Es kann vorkommen, dass Menschen von ihren Haustieren sinnstiftende Nachrichten empfangen möchten. Sei es, weil Lumpi ohne erklärlichen Grund auf einmal nicht mehr fressen will. Oder weil Fiffi seit Tagen im Wald herumstreunt und Frauchen sich Sorgen macht, ob es ihr da draußen gut geht. In Iván Funds Wettbewerbsbeitrag EL MENSAJE (THE MESSAGE) ist ein kleines Mädchen dazu in der Lage, Nachrichten von Tieren zu channeln und sie bei Bedarf an die Besitzer zu übermitteln. Weil sich damit Geld machen lässt, ziehen Myriam und Roger mit ihrem Pflegekind Anika in einem klapprigen Camper durch die argentinische Pampa – von Klient zu Klient.
Realistisches Porträt einer Fantasiewelt
Die drei haben eine klare Arbeitsteilung: Myriam übernimmt das Reden und Erklären sowie gelegentliche Interviews mit Lokalsendern, um das Phänomen „Anika“ zu vermarkten, Roger kümmert sich um das Finanzielle, und die kleine Anika hört einfach den Tieren zu und gibt weiter, was sie von ihnen empfängt. Was zunächst nach einem Film über Scharlatanerie und Kinderarbeit klingt, ist etwas ganz anderes: „Das realistische Porträt einer Fantasiewelt. Oder vielleicht andersherum“, wie der Regisseur sagt.
Im schwarzweiß-Breitwandformat gefilmt, hat EL MENSAJE etwas von einem Western plus Roadmovie. Das Tempo ist langsam, gesprochen wird wenig, vor allem nicht über die erwartbaren Fragen: Existiert die Gabe tatsächlich? In welchem Verhältnis stehen Myriam und Roger zu Anika? Wie geht es dem Kind in diesem untypischen Familienmodell? Der Film vertraut stattdessen ganz auf Bilder, Stimmungen und Musik.
Die spannenden Fragen teilen sich ohne Drama mit
Die spannenden Fragen dieser Geschichte teilen sich ohne Drama, ohne explizite Erklärungen mit. Myriam und Roger gehen sehr liebevoll und fürsorglich mit der kleinen Anika um. Zugleich scheint die beiden Erwachsenen etwas zu bedrücken.
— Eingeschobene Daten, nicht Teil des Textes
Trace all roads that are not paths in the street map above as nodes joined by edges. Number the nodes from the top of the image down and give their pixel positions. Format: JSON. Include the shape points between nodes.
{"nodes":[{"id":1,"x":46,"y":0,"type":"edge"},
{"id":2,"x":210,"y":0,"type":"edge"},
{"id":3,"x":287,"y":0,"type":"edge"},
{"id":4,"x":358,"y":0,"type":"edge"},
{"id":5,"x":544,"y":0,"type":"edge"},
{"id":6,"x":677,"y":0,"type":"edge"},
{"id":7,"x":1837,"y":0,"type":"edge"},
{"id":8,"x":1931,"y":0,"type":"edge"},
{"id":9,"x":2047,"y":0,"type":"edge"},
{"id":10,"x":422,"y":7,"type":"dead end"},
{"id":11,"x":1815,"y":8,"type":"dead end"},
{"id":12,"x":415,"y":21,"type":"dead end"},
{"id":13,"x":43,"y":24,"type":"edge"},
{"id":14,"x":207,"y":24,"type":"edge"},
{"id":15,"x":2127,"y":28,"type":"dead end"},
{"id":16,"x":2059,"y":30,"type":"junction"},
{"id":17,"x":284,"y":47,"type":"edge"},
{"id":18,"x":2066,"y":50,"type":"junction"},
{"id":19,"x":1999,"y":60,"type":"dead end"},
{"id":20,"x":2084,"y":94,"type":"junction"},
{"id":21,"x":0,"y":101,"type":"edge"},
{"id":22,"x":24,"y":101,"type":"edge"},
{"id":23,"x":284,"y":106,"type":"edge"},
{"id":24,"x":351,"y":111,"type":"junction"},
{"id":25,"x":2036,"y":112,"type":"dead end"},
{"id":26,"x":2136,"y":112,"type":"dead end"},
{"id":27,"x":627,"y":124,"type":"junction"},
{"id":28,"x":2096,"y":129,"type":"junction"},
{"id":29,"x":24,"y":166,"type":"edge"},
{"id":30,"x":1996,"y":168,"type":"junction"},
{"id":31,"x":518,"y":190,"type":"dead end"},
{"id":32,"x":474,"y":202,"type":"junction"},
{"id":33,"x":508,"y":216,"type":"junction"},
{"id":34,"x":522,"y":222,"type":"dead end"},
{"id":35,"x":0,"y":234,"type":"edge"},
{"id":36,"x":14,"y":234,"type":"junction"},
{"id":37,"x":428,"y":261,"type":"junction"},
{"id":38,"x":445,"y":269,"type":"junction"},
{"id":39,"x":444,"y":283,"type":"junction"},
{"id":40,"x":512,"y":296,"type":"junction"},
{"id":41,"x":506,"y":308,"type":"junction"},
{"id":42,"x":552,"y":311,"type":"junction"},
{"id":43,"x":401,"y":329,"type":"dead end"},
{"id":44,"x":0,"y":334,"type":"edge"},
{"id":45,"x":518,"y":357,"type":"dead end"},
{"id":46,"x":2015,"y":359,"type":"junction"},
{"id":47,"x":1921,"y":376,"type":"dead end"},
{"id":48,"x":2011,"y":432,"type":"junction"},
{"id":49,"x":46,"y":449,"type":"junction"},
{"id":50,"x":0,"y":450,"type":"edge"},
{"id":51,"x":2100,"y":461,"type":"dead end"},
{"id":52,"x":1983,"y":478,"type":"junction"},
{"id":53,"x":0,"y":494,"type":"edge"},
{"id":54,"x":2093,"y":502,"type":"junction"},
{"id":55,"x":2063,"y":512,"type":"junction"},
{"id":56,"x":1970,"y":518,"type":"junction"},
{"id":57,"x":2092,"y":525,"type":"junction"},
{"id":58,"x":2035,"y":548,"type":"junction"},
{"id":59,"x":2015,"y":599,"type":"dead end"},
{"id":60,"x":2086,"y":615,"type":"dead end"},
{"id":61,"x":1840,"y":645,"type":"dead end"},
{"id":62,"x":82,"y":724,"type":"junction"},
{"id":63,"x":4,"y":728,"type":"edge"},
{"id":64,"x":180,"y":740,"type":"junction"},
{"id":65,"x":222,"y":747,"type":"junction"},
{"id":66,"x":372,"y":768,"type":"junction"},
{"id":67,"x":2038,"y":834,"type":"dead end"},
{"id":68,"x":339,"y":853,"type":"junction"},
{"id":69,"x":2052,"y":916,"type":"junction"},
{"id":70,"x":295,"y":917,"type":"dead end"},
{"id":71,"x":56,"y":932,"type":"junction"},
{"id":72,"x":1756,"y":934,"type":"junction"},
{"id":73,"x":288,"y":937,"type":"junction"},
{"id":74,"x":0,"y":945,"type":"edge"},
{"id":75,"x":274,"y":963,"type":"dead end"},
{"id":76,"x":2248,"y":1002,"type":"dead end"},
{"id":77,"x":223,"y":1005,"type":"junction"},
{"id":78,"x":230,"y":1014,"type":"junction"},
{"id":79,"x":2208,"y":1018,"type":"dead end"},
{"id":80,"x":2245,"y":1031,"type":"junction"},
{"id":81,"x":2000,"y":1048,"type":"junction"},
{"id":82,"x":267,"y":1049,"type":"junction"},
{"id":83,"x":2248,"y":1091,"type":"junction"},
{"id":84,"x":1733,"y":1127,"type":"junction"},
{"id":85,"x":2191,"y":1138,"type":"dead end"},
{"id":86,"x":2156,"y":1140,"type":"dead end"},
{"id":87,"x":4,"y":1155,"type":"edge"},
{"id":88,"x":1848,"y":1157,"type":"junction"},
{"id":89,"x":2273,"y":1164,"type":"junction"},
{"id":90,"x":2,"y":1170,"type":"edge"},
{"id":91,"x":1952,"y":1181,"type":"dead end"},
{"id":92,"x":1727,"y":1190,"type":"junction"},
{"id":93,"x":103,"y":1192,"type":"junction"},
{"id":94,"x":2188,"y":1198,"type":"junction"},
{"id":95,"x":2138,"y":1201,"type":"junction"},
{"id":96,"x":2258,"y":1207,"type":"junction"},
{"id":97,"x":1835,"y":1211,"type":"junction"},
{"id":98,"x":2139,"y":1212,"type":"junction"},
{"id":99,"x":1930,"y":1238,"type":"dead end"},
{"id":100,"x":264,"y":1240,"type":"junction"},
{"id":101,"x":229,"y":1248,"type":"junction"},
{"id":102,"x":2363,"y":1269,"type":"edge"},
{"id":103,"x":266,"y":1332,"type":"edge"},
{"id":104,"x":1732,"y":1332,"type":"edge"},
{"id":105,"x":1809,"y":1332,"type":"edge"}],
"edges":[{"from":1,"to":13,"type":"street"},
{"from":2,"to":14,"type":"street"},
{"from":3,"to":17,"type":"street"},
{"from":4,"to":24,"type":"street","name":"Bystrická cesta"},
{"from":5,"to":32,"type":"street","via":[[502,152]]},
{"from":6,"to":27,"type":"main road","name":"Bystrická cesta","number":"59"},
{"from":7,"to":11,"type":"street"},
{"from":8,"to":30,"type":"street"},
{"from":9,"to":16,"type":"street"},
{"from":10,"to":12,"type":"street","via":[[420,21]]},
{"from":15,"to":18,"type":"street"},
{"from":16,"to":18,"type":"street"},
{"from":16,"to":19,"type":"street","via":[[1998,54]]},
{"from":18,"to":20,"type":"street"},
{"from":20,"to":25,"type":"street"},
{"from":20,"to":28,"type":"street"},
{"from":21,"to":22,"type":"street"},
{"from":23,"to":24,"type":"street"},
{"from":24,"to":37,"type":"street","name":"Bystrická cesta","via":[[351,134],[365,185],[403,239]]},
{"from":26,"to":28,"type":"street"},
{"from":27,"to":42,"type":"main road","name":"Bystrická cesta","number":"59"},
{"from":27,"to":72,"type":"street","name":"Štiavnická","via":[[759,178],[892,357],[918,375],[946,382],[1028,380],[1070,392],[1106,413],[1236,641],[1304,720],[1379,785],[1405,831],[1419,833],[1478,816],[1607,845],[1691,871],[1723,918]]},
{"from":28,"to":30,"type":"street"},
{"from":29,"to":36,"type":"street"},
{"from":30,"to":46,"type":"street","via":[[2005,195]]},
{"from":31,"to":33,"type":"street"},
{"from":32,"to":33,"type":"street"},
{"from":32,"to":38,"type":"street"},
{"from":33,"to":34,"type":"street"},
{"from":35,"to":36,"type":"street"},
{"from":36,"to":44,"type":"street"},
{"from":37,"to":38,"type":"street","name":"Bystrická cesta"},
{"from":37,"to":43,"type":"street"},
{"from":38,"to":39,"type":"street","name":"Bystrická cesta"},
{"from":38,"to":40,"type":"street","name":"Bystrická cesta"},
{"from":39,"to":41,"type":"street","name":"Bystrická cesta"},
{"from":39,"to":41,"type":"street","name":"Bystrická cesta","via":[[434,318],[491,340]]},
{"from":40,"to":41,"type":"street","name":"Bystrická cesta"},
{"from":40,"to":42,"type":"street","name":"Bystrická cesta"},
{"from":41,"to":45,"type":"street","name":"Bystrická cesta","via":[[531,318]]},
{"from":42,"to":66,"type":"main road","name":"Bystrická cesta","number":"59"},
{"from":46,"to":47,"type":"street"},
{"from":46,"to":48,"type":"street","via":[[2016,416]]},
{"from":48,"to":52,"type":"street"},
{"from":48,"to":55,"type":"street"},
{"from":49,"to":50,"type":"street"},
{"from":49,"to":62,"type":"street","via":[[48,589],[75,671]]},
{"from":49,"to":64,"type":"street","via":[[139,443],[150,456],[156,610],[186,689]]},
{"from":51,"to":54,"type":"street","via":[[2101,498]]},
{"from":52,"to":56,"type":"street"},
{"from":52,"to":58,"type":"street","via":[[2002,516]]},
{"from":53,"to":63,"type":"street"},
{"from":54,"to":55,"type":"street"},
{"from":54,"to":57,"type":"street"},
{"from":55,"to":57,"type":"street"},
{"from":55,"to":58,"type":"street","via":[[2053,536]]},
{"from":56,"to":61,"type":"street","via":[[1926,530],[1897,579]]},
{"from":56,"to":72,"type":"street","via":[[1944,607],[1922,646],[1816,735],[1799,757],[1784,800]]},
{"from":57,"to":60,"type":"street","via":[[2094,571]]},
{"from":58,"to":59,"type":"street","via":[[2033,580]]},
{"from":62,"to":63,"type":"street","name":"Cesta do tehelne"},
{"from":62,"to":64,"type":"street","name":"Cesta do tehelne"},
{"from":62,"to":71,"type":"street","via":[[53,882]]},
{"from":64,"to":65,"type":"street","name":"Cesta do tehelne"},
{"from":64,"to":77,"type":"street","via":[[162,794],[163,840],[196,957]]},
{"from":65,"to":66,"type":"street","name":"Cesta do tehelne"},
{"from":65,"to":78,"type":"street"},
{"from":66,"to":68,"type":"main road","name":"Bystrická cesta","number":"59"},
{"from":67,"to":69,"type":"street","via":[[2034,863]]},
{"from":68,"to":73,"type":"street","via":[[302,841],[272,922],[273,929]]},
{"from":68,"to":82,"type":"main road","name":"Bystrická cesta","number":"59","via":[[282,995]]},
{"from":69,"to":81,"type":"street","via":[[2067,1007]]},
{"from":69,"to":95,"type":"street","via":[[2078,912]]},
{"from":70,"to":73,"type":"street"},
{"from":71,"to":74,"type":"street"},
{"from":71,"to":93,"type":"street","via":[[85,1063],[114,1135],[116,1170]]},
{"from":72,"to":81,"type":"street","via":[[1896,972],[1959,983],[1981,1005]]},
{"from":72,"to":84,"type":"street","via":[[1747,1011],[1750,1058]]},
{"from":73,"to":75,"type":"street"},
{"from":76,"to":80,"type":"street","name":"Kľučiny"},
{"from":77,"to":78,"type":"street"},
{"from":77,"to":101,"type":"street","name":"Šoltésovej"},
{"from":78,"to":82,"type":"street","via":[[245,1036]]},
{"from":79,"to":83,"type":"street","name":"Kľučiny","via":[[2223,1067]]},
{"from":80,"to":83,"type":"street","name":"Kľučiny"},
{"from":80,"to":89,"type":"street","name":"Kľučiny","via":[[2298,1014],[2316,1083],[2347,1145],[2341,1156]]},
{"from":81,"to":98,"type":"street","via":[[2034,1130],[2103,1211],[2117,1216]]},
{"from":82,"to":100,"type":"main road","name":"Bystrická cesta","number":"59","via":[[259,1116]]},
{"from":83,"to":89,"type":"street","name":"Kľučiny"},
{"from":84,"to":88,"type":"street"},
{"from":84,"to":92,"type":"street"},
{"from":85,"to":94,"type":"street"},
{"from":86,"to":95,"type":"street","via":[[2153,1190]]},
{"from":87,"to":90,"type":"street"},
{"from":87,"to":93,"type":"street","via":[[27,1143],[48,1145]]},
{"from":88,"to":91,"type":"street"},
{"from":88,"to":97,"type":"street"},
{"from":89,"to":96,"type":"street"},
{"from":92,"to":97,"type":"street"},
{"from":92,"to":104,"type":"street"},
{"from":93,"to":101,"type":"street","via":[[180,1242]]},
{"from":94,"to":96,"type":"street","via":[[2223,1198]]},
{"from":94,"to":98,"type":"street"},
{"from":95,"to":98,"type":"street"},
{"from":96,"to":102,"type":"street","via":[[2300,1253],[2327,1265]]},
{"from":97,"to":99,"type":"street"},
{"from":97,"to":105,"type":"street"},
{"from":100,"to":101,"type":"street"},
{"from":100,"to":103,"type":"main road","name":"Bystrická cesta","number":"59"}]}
Anika ist ganz Kind, fröhlich und stolz, dass ihr die ersten Milchzähne ausfallen, und zugleich scheint sie nach den Unterhaltungen mit den Tieren seltsam erschöpft. Ihre Mutter, das wird ebenfalls kommentarlos gezeigt, lebt in einer Einrichtung für psychisch Kranke. Die Kamera liebt – zu Recht – Nahaufnahmen von Anikas Gesicht: von ihren aufmerksamen, ausdrucksstarken Augen, ihrem leisen Lächeln, wenn sie sich den Tieren vorsichtig nähert. Anika hat rein gar nichts von einer Gruselfim-Gestalt, ihr besondere Gabe fügt sich wie von selbst in ihren kindlichen, wachen und empathischen Blick auf die Welt.
Wenn der Blick der Kamera auf den Tieren ruht, sind das jedes Mal ganz besondere Momente, nicht nur für Tier-Fans. Grummelige Kater, verspielte Hündchen, ein misstrauisches Pferd mit zurückgelegten Ohren: Sie alle haben eine ganz eigene Identität, wenn man schon nicht von Seele sprechen mag. Interessanterweise können sich manche der Nachrichten, die Anika empfängt, durchaus als Spiegelung der eigenen Gefühle oder der ihrer Liebsten lesen lassen: Etwa, wenn ein kleiner Igel seine Geschwister vermisst und sich deshalb einsam fühlt, oder wenn eine Hündin allmählich ihre Fähigkeit zu hören verliert, und sich deshalb als Versagerin fühlt. Diese Geschichte so zu erzählen, dass man die Esoterik getrost draußen vor der Tür stehen lassen kann, ist der eigentliche Kunstgriff des Films. Er eröffnet verschiedene Interpretationsmöglichkeiten, ohne eine davon aufzudrängen.
Der Film hallt lange nach. Auf alle Fälle mag man danach auch mal einem Capybara, eine Art Riesenmeerschweinchen aus Südamerika, Aug in Aug gegenüberstehen. Und „Always on my Mind“, der Wohlfühl-Song von Anika, ist danach unter Garantie ein treuer Begleiter für einige Stunden. Eine weitere Erkenntnis? Liebe innerhalb einer, wie auch immer zusammengesetzten, Familie kann sich auf unterschiedliche Weise äußern – dass sie einfach ist, hat keiner behauptet.